Randy laughed and reread the telegram. "It appears to be a small red chest about one foot by one foot bound by blackened iron. There is a red ruby on the top of the lid and a scarab beetle latch on the front of the lid. Nothing more is stated."
I at first believed that the weeks of waiting for the arrival of the red chest would linger on tortuously. However, Randy found ways to occupy our time constructively. Little did we know how much we had to accomplish before the arrival of the treasure of Agnar Sun. The museum staff had to plan and build a completely new exhibit around the high priest. Randy himself was busy building up the public anticipation for the new exhibit in the press.
The day the crate finally arrived; all work in the museum came to a halt. We all gathered in the main hall while the workmen wheeled in the famed treasure. Randy walked up to the deliverymen and began signing the papers. I found myself fortunate enough to be leading the two workmen and their freight to small workroom we had assigned for the chest. As I marched quickly down the hall, I heard the workmen whispering in hushed tones to each other.
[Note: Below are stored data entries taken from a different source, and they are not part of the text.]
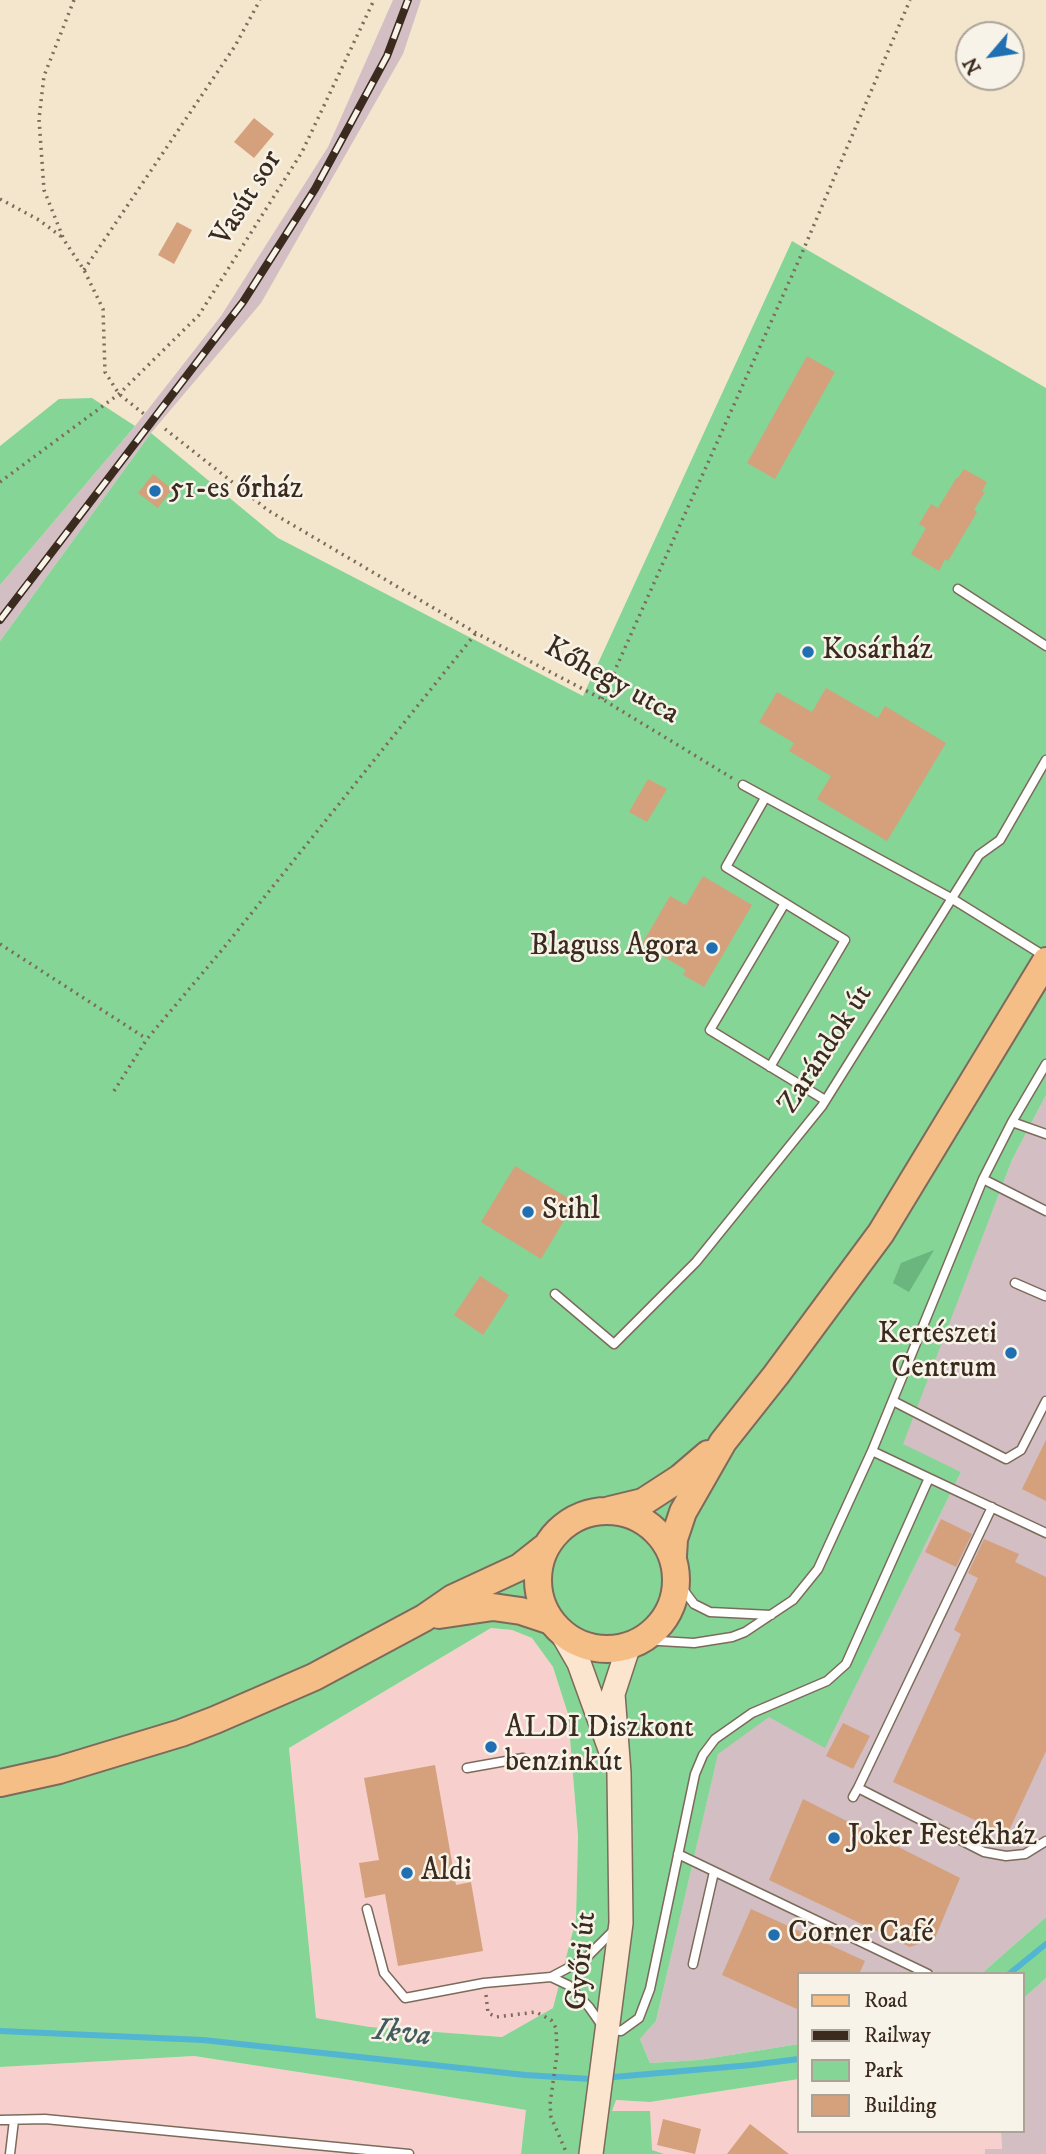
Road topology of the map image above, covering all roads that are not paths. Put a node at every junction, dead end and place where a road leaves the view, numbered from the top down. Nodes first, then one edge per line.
1 (958, 589) dead end
2 (1046, 646) edge
3 (1046, 760) edge
4 (743, 785) road end
5 (765, 798) junction
6 (951, 898) junction
7 (785, 903) junction
8 (1046, 959) edge
9 (1046, 1064) edge
10 (770, 1067) junction
11 (825, 1100) junction
12 (1012, 1122) junction
13 (1046, 1134) edge
14 (983, 1178) junction
15 (1046, 1211) edge
16 (1015, 1283) dead end
17 (555, 1294) dead end
18 (1046, 1295) edge
19 (893, 1401) junction
20 (1046, 1401) edge
21 (723, 1442) junction
22 (872, 1451) junction
23 (929, 1478) junction
24 (992, 1507) junction
25 (609, 1510) junction
26 (1046, 1533) edge
27 (544, 1548) junction
28 (675, 1568) junction
29 (772, 1615) junction
30 (424, 1618) junction
31 (555, 1625) junction
32 (636, 1643) junction
33 (523, 1758) dead end
34 (467, 1768) dead end
35 (619, 1773) junction
36 (0, 1783) edge
37 (858, 1788) junction
38 (853, 1797) dead end
39 (1046, 1841) edge
40 (678, 1854) junction
41 (714, 1872) junction
42 (367, 1909) dead end
43 (621, 1923) junction
44 (693, 1964) dead end
45 (924, 1972) edge
46 (551, 1977) junction
47 (606, 2036) junction
48 (0, 2120) edge
49 (14, 2120) junction
50 (10, 2154) edge
51 (407, 2154) edge
52 (591, 2154) edge

1 - 2 lane
3 - 6 lane, Zarándok út
4 - 5 lane
5 - 6 lane
5 - 7 lane
6 - 8 lane
6 - 11 lane, Zarándok út
7 - 10 lane
7 - 10 lane
8 - 21 main road
9 - 12 lane
10 - 11 lane
11 - 17 lane, Zarándok út
12 - 13 lane
12 - 14 lane
14 - 15 lane
14 - 19 lane
16 - 18 lane
19 - 20 lane
19 - 22 lane
21 - 25 main road
21 - 28 main road
22 - 23 lane
22 - 29 lane
23 - 24 lane
23 - 40 lane
24 - 26 lane
24 - 37 lane
25 - 27 main road
25 - 28 main road
27 - 30 main road
27 - 31 main road
28 - 29 lane
28 - 32 main road
29 - 32 lane
30 - 31 main road
30 - 36 main road
31 - 32 main road
31 - 35 main road, Győri út
32 - 35 main road, Győri út
33 - 34 lane
35 - 43 main road, Győri út
37 - 38 lane
37 - 39 lane
40 - 41 lane
40 - 47 lane
41 - 44 lane
41 - 45 lane
42 - 46 lane
43 - 46 lane
43 - 47 main road, Győri út
46 - 47 lane
47 - 52 main road, Győri út
48 - 49 lane
49 - 50 lane
49 - 51 lane

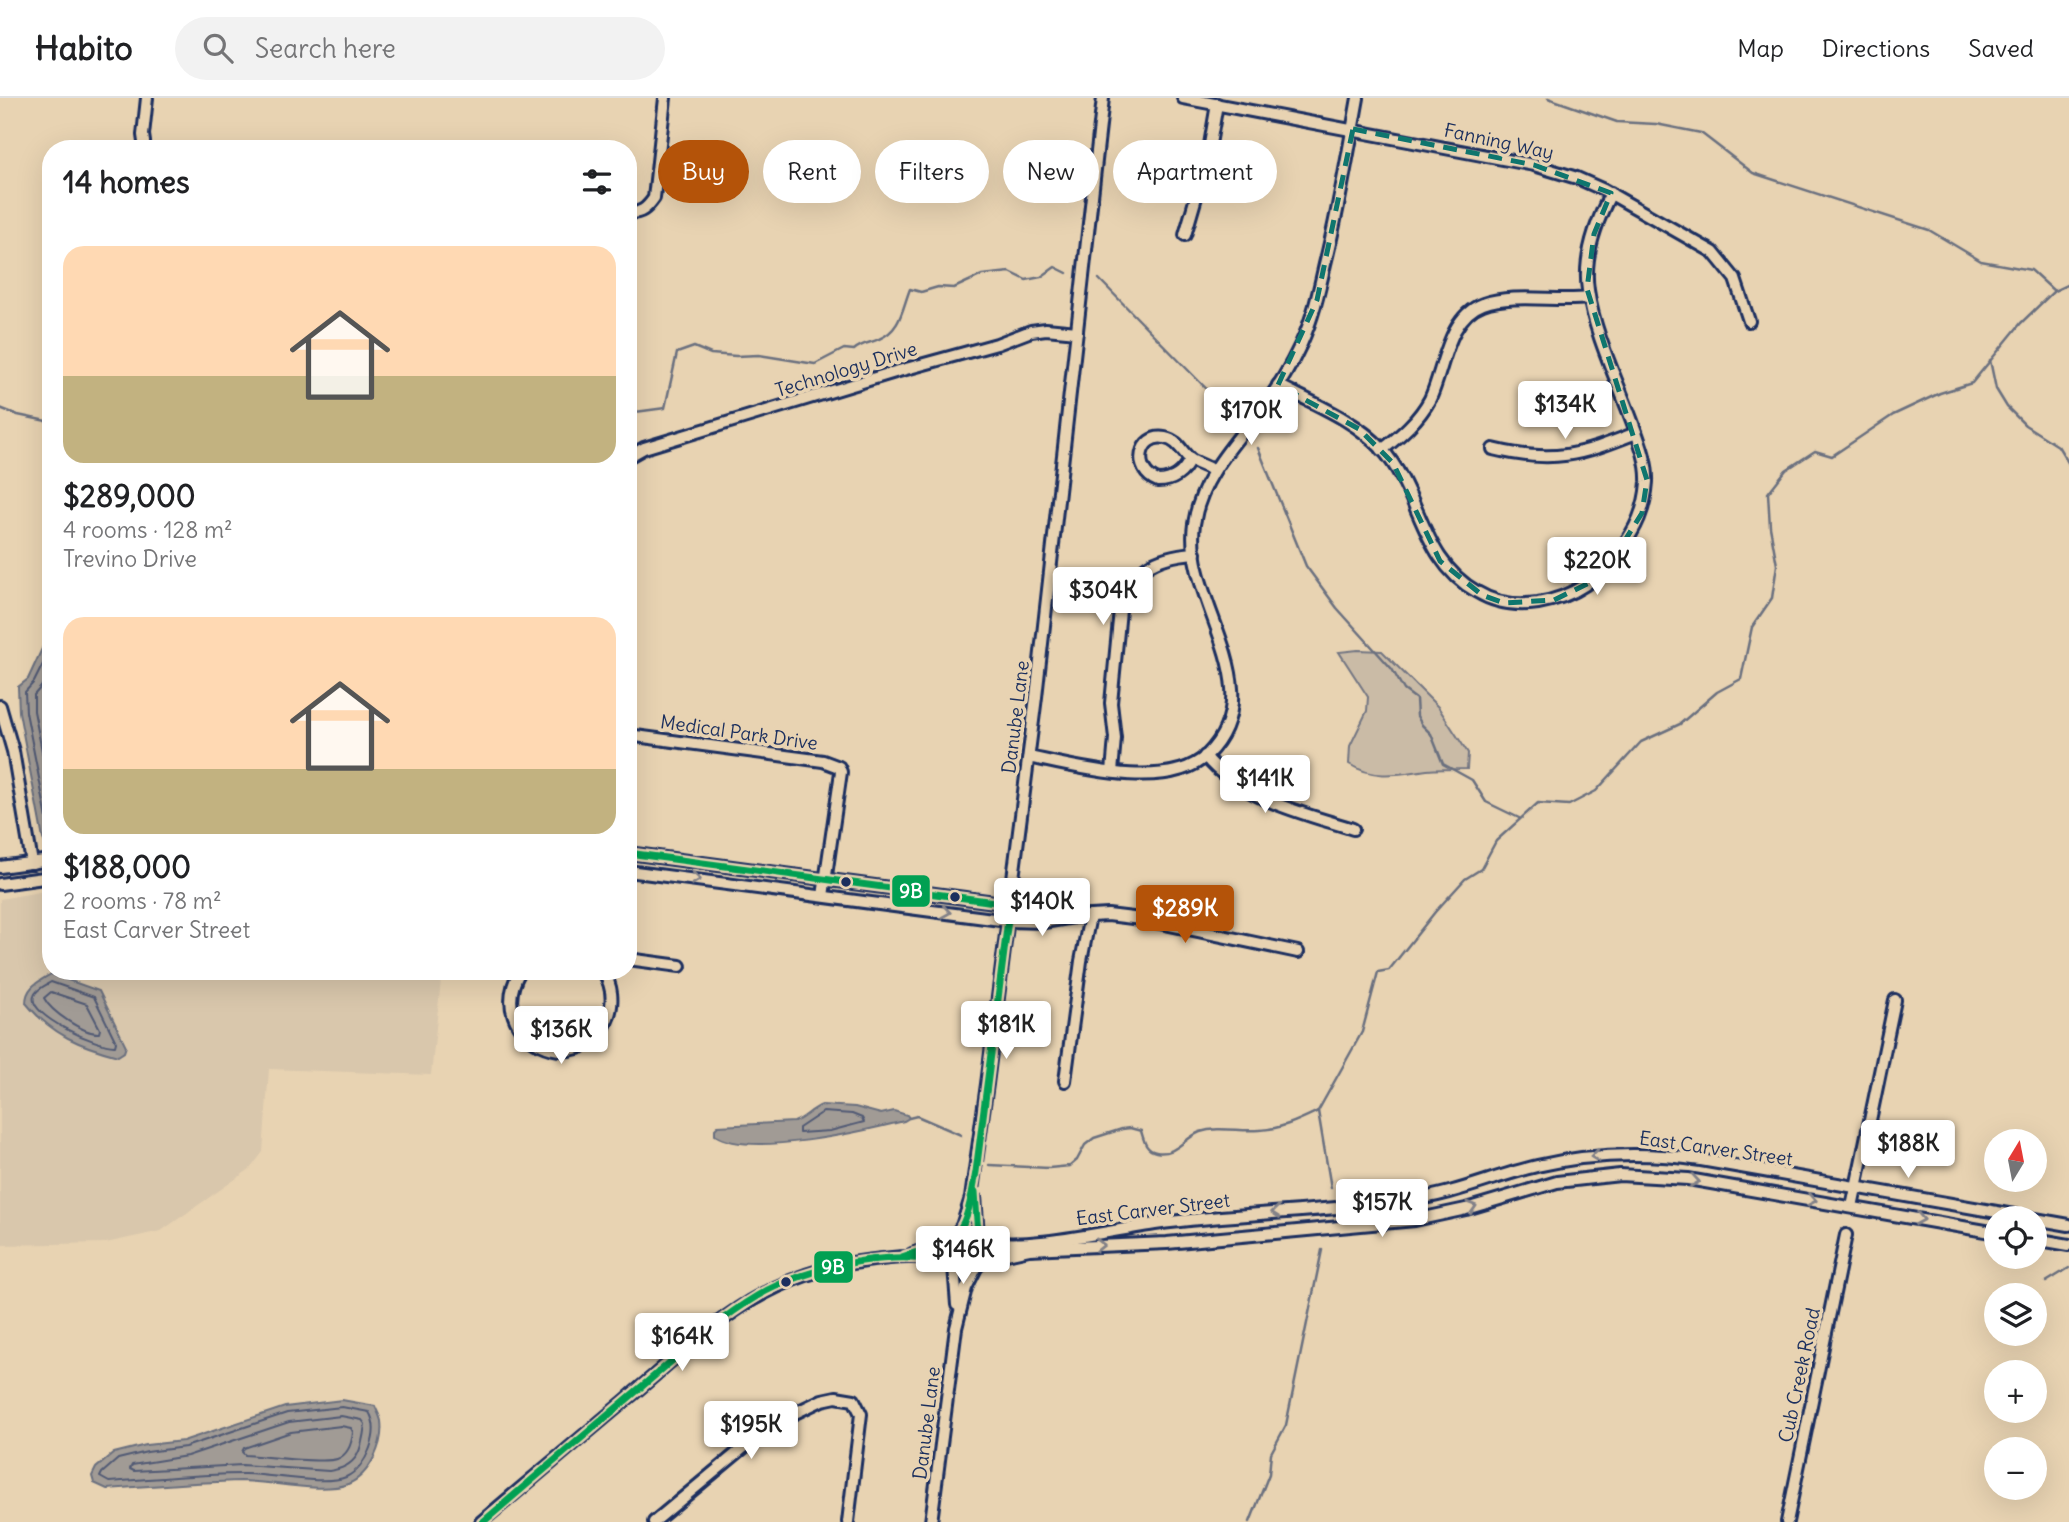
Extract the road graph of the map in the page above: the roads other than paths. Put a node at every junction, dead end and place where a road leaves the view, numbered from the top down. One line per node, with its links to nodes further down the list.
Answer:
1 (147, 98): 8 (street)
2 (665, 98): 10 (street)
3 (1103, 98): 14 (street, Danube Lane)
4 (1183, 98): 6 (street, Fanning Way)
5 (1358, 98): 7 (street)
6 (1217, 104): 7 (street, Fanning Way); 11 (street)
7 (1353, 129): 9 (street, Fanning Way); 15 (street)
8 (144, 140)
9 (1611, 193): 12 (street); 13 (street, Fanning Way)
10 (637, 214)
11 (1185, 235)
12 (1589, 298): 16 (street); 18 (street)
13 (1749, 321)
14 (1077, 332): 19 (street, Technology Drive); 26 (street, Danube Lane)
15 (1278, 385): 18 (street); 21 (street)
16 (1636, 433): 17 (street); 18 (street)
17 (1493, 449)
18 (1382, 450)
19 (637, 452)
20 (1190, 459): 20 (street); 21 (street)
21 (1214, 471): 22 (street)
22 (1195, 553): 25 (street); 27 (street)
23 (0, 706): 31 (street)
24 (637, 736): 35 (street, Medical Park Drive)
25 (1206, 756): 27 (street); 28 (street)
26 (1028, 757): 27 (street); 38 (street, Danube Lane)
27 (1112, 772)
28 (1353, 829)
29 (637, 854): 35 (street)
30 (42, 861): 31 (street)
31 (32, 863): 32 (street)
32 (0, 867)
33 (637, 872): 37 (street, one-way to 37)
34 (42, 878): 36 (street)
35 (825, 879): 37 (street, Medical Park Drive); 38 (street)
36 (0, 884)
37 (823, 896): 41 (street, one-way to 41)
38 (1010, 904): 40 (street); 41 (street, Danube Lane)
39 (1090, 916): 40 (street); 42 (street); 48 (street)
40 (1074, 917): 41 (street)
41 (1008, 921): 49 (street, Danube Lane)
42 (1298, 952)
43 (637, 960): 44 (street)
44 (680, 966)
45 (516, 980): 46 (street)
46 (607, 980)
47 (1895, 1000): 50 (street)
48 (1065, 1081)
49 (976, 1172): 57 (street, Danube Lane); 58 (street, Danube Lane)
50 (1857, 1187): 51 (street); 52 (street, East Carver Street); 58 (street, East Carver Street, one-way to 58)
51 (1853, 1207): 55 (street, East Carver Street, one-way to 55); 62 (street, East Carver Street, one-way to 51)
52 (1984, 1209)
53 (2047, 1221): 54 (street, East Carver Street)
54 (2069, 1225)
55 (1984, 1231)
56 (1846, 1235): 70 (street, Cub Creek Road)
57 (953, 1237): 58 (street); 61 (street); 63 (street)
58 (980, 1237): 62 (street)
59 (2047, 1241): 60 (street)
60 (2069, 1245)
61 (902, 1257): 63 (street); 66 (street)
62 (984, 1259): 64 (street)
63 (952, 1264): 64 (street); 65 (street, Danube Lane)
64 (976, 1268): 65 (street, Danube Lane)
65 (956, 1328): 69 (street, Danube Lane)
66 (482, 1522)
67 (654, 1522): 68 (street)
68 (848, 1522)
69 (931, 1522)
70 (1787, 1522)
"Did you hear about it?" asked the first.
"Hear about what?"
"I was talking to some of the crew from the ship, and they said that there were some strange things going on with this crate."
"Ah, they were just telling you a yarn."
"No, I swear that this is the truth. Couldn't you see how anxious they were to be done with it?"
"Yeah, they were a little squirrelly." The second workman conceded.
"They were saying that on the first day out to sea they could hear something banging around inside the crate."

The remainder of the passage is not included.